Nigerian crypto analyst Rume Ophi has called for revising the crypto licensing guidelines issued by the Nigerian Securities and Exchange Commission (SEC), claiming that they are unfair to local crypto exchanges and favor foreign ones. Ophi said that the SEC’s virtual asset services providers (VASP) guidelines do not consider the needs and realities of indigenous exchanges, which should have been prioritized in the regulatory framework.
According to the SEC’s document, titled “New Rules on Issuance, Offering Platforms and Custody of Digital Assets,” crypto exchanges and other service providers must obtain a VASP license from the SEC by meeting certain requirements, such as paying a registration fee and having a minimum upfront capital of 500 million naira ($556,620).
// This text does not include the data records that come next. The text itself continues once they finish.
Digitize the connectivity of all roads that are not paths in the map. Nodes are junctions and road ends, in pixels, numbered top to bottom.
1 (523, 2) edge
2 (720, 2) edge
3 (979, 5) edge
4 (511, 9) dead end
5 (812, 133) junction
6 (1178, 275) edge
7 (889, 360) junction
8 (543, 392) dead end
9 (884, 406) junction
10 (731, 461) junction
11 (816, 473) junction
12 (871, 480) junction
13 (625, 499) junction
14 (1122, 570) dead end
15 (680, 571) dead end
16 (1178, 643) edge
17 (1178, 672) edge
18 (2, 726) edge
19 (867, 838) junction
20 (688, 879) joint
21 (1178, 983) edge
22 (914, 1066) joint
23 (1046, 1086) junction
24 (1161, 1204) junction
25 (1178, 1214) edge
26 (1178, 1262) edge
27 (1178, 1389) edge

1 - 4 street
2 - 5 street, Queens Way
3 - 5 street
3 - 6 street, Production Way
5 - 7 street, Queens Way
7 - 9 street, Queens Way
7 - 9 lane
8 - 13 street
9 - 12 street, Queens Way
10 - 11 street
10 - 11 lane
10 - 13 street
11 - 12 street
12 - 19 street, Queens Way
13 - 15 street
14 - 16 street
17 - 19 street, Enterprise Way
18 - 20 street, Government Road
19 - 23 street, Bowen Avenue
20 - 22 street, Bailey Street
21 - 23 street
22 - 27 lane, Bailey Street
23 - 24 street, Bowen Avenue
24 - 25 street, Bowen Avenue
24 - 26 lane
High Entry Barrier For Local Exchanges
Ophi argued that this amount is too high for many local exchanges, which will result in a dominance of foreign exchanges in the Nigerian crypto market instead of a healthy balance. He said that local exchanges are more likely to understand and serve the needs of the Nigerian crypto community, which is one of the most active and aware in the world.
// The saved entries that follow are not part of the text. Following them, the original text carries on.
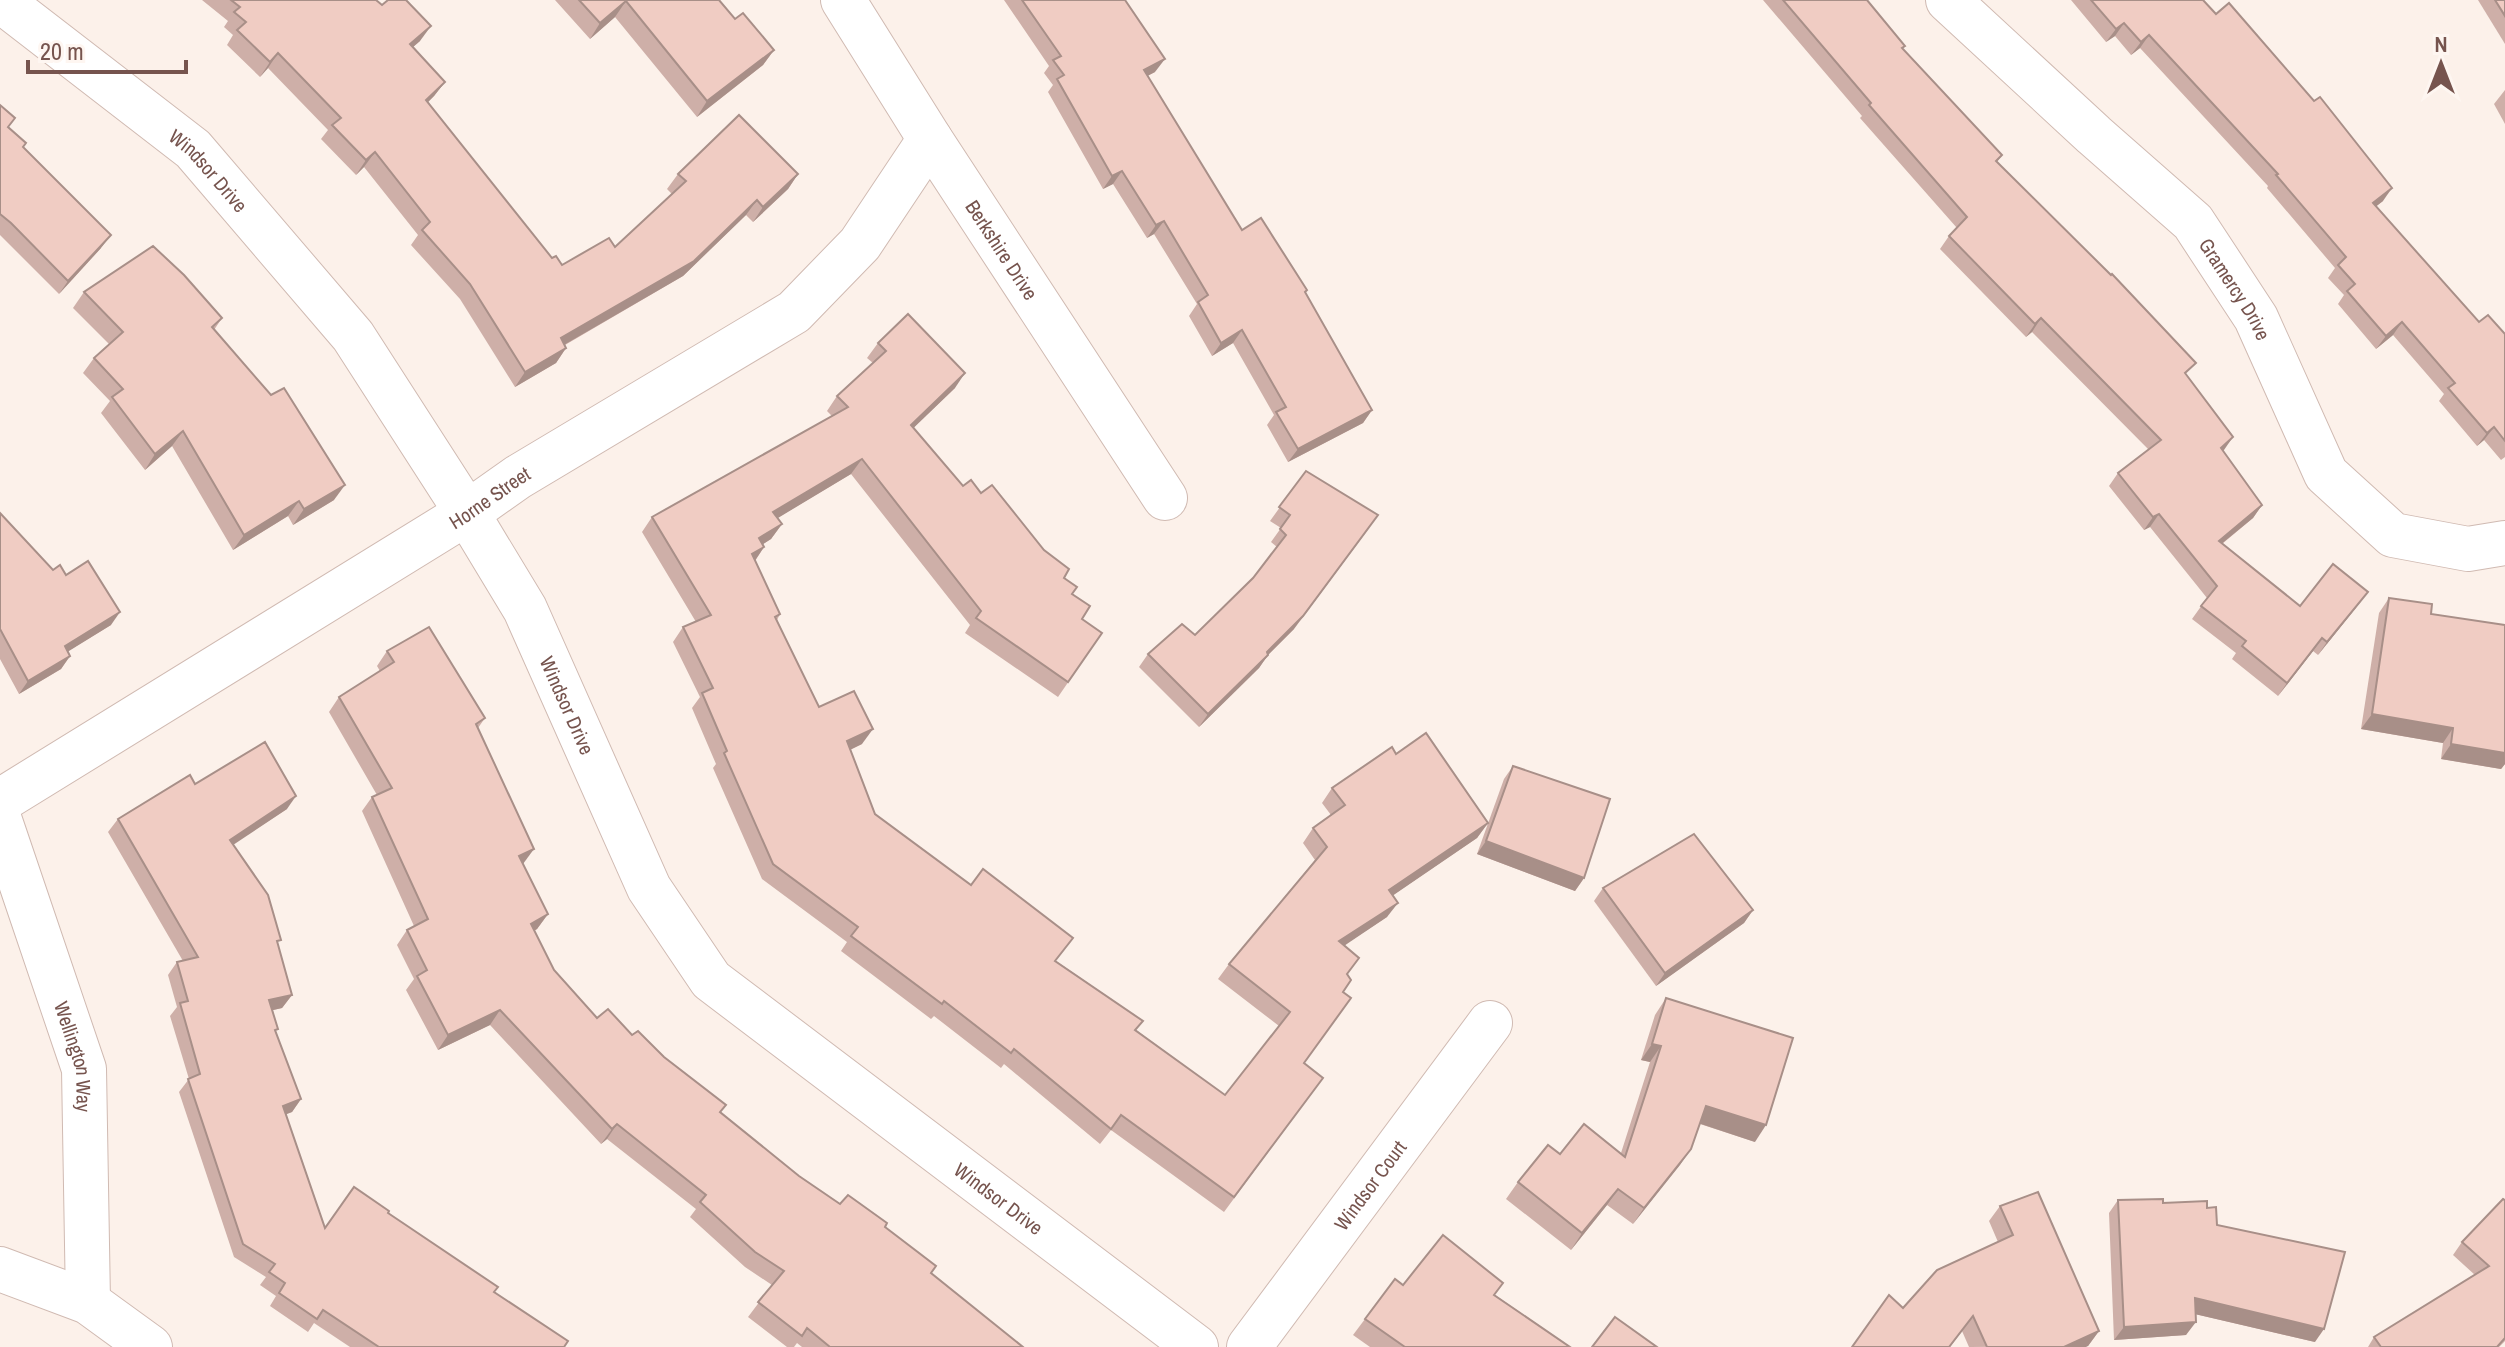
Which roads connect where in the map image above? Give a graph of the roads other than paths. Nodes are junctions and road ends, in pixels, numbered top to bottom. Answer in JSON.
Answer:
{"nodes":[{"id":1,"x":0,"y":0,"type":"edge"},
{"id":2,"x":843,"y":0,"type":"edge"},
{"id":3,"x":1948,"y":0,"type":"edge"},
{"id":4,"x":930,"y":139,"type":"junction"},
{"id":5,"x":1165,"y":498,"type":"dead end"},
{"id":6,"x":467,"y":513,"type":"junction"},
{"id":7,"x":2505,"y":543,"type":"edge"},
{"id":8,"x":0,"y":801,"type":"edge"},
{"id":9,"x":0,"y":821,"type":"edge"},
{"id":10,"x":1490,"y":1023,"type":"dead end"},
{"id":11,"x":0,"y":1269,"type":"edge"},
{"id":12,"x":88,"y":1302,"type":"junction"},
{"id":13,"x":150,"y":1347,"type":"edge"},
{"id":14,"x":1196,"y":1347,"type":"edge"},
{"id":15,"x":1249,"y":1347,"type":"edge"}],
"edges":[{"from":1,"to":6,"type":"street","name":"Windsor Drive"},
{"from":2,"to":4,"type":"street","name":"Berkshire Drive"},
{"from":3,"to":7,"type":"street","name":"Gramercy Drive"},
{"from":4,"to":5,"type":"street","name":"Berkshire Drive"},
{"from":4,"to":6,"type":"street","name":"Horne Street"},
{"from":6,"to":8,"type":"street","name":"Horne Street"},
{"from":6,"to":14,"type":"street","name":"Windsor Drive"},
{"from":9,"to":12,"type":"street","name":"Wellington Way"},
{"from":10,"to":15,"type":"street","name":"Windsor Court"},
{"from":11,"to":12,"type":"street"},
{"from":12,"to":13,"type":"street"}]}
A Nigerian Web3 legal representative, Kue Barinor Paul, agreed with Ophi’s view and said that the SEC’s licensing framework needs to be reworked to be more friendly to local exchanges. He suggested that Nigerian virtual currency exchanges and VASPs may have to merge to afford the SEC license requirement, which could limit the diversity and innovation in the sector.
Paul also said that the Nigerian National Assembly should intervene and ensure that the SEC’s licensing rules are aligned with the country’s current economic situation, which is facing high inflation, unemployment and poverty.
Nigeria’s Crypto Potential
Nigeria is the largest economy in Africa and has a huge potential for crypto adoption and innovation. A global survey with participants from 15 nations revealed that Nigeria has the highest level of digital assets awareness worldwide, with 66% of respondents saying they are familiar with virtual currencies.
According to Chainalysis’ “2023 Cryptocurrency Geography Report,” Nigeria ranked second in crypto adoption out of 154 countries assessed, based on metrics such as peer-to-peer exchange trading volume, the on-chain value received, and web traffic on virtual currencies platforms.
Nigeria’s high crypto adoption was expected to attract more foreign investment in digital assets, especially after the Central Bank of Nigeria lifted the ban on financial institutions serving virtual assets exchanges in 2023. However, Ophi said that the investment rate has been low, partly due to the SEC’s licensing requirements, which he said are discouraging local exchanges from operating legally and transparently.